◆ **TASK**:
A single number is the whole answer: how many lines in this listing contain "Edip".

◆ **SUPPLIED DATA**:
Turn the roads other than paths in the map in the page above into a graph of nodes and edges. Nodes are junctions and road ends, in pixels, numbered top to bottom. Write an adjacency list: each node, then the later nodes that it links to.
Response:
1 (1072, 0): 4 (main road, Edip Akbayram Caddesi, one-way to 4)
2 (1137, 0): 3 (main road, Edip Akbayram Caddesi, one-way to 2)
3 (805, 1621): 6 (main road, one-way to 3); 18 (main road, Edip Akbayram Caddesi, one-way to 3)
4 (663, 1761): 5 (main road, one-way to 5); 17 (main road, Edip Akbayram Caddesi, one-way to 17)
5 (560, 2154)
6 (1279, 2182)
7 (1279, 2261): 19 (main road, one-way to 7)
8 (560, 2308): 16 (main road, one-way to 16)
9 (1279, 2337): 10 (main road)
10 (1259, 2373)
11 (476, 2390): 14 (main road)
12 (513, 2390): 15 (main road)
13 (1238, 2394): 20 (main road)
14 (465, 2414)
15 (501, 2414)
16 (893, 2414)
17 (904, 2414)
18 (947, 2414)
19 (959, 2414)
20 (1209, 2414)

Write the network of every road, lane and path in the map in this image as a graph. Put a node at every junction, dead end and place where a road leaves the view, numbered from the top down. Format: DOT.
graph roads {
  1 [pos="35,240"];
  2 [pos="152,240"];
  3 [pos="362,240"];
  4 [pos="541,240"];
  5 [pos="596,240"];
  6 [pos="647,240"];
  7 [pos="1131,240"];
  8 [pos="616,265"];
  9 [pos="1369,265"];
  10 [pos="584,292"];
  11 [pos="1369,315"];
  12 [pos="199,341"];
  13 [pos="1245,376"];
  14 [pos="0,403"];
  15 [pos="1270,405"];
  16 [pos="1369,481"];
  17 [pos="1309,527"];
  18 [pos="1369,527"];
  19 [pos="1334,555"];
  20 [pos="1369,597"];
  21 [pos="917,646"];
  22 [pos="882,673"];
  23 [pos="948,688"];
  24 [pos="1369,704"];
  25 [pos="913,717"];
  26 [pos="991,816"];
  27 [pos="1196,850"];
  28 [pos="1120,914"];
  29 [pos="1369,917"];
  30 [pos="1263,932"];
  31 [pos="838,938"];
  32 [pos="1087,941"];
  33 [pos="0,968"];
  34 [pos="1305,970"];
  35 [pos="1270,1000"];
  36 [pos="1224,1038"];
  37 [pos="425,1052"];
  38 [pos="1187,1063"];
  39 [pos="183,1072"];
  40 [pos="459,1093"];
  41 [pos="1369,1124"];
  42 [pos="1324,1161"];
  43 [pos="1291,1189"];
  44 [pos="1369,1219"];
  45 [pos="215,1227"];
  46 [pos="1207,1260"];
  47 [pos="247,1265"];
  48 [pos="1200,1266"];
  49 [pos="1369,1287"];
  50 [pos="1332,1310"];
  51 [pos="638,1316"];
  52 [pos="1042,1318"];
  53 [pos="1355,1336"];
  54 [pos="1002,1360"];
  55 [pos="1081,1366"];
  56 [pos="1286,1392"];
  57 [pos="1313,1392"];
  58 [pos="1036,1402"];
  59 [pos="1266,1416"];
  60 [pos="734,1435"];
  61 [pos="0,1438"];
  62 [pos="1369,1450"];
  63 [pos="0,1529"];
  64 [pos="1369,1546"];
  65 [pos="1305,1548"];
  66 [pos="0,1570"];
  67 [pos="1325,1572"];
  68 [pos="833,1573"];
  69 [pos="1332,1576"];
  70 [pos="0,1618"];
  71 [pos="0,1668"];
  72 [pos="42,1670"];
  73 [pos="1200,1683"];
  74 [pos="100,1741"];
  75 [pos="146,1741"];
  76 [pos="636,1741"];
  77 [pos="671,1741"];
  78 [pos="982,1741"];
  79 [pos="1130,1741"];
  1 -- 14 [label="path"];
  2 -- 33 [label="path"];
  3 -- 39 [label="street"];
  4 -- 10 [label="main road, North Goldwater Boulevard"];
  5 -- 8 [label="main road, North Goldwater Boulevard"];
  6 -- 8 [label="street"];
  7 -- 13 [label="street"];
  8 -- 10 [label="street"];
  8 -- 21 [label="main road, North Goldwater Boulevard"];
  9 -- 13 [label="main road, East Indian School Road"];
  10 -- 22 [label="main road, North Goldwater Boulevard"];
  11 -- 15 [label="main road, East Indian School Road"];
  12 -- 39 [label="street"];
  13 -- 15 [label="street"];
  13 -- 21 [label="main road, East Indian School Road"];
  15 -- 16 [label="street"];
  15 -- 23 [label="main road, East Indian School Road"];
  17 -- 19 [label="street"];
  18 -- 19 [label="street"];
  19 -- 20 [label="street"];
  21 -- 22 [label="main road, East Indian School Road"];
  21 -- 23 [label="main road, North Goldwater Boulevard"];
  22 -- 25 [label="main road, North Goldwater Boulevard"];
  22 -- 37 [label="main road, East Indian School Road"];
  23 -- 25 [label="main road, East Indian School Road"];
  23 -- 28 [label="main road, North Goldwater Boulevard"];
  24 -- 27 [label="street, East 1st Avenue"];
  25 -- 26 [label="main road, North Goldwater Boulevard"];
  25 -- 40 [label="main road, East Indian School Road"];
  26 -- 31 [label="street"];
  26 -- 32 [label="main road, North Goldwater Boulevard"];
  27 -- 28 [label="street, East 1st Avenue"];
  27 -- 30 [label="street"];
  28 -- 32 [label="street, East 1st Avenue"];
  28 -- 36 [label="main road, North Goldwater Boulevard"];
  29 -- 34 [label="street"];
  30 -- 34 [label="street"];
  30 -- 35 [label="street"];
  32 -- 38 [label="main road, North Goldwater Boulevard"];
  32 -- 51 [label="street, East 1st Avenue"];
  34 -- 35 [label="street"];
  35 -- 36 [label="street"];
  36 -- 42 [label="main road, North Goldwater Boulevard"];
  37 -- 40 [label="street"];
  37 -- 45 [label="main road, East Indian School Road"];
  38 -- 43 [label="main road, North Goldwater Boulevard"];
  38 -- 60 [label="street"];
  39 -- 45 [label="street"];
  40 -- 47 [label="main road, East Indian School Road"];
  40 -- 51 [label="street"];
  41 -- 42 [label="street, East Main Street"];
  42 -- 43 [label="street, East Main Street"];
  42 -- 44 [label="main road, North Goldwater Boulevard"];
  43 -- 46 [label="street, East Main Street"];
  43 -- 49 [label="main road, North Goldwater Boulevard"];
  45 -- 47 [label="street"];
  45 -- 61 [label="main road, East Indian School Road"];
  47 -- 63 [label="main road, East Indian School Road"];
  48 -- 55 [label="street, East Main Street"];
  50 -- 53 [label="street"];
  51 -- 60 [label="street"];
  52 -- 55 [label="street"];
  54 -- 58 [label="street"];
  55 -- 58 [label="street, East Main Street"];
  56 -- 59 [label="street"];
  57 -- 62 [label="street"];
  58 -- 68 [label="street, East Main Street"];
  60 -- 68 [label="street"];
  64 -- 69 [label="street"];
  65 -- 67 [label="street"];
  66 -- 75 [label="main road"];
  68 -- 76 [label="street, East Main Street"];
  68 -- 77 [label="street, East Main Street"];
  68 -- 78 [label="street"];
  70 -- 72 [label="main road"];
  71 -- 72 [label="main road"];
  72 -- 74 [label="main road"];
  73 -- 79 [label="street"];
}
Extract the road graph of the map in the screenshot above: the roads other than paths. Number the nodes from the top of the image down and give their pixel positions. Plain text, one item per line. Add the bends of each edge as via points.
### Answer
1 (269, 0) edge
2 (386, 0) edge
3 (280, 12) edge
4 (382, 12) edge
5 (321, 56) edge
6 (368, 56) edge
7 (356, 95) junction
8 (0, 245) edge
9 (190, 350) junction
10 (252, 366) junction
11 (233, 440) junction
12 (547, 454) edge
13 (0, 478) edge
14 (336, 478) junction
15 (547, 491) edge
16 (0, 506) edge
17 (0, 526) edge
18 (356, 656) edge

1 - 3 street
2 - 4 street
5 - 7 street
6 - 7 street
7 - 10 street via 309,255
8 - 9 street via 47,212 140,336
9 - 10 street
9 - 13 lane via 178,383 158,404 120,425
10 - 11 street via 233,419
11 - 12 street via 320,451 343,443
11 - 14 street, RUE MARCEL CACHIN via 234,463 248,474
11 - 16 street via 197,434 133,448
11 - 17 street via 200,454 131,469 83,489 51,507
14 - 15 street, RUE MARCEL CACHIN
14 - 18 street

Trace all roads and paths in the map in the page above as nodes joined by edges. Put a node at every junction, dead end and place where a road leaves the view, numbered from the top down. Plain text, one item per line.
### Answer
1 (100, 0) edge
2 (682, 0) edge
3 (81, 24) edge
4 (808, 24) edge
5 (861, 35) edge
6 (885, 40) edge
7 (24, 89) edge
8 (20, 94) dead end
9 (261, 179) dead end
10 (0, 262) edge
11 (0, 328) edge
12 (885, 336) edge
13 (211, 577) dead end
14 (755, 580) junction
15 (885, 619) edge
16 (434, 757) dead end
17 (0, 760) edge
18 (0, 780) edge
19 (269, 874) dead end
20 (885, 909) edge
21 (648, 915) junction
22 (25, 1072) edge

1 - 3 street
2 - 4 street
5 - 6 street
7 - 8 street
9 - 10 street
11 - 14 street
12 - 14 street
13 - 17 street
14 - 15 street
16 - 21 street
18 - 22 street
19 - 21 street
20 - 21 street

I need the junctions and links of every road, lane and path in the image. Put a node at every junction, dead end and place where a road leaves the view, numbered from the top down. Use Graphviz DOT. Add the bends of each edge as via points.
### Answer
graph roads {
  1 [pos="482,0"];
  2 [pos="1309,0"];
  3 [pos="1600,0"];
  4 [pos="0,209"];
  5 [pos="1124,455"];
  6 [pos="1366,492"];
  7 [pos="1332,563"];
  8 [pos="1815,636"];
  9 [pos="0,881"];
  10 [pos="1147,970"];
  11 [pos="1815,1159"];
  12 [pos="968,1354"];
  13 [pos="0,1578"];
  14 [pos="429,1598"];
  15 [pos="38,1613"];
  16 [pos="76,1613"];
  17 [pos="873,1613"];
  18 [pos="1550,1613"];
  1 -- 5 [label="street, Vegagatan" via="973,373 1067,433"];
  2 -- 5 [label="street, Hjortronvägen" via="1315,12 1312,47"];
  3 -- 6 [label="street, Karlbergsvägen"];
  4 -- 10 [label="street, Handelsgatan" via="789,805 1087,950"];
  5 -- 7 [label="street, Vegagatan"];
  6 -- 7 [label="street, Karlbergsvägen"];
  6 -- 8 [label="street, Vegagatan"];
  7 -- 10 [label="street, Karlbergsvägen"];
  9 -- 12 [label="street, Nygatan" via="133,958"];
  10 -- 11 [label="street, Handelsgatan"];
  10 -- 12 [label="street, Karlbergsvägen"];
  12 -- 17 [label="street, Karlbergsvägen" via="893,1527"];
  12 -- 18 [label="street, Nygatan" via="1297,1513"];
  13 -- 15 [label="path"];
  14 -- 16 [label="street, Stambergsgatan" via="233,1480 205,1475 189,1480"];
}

◆ **PROBLEM SOLUTION**:
4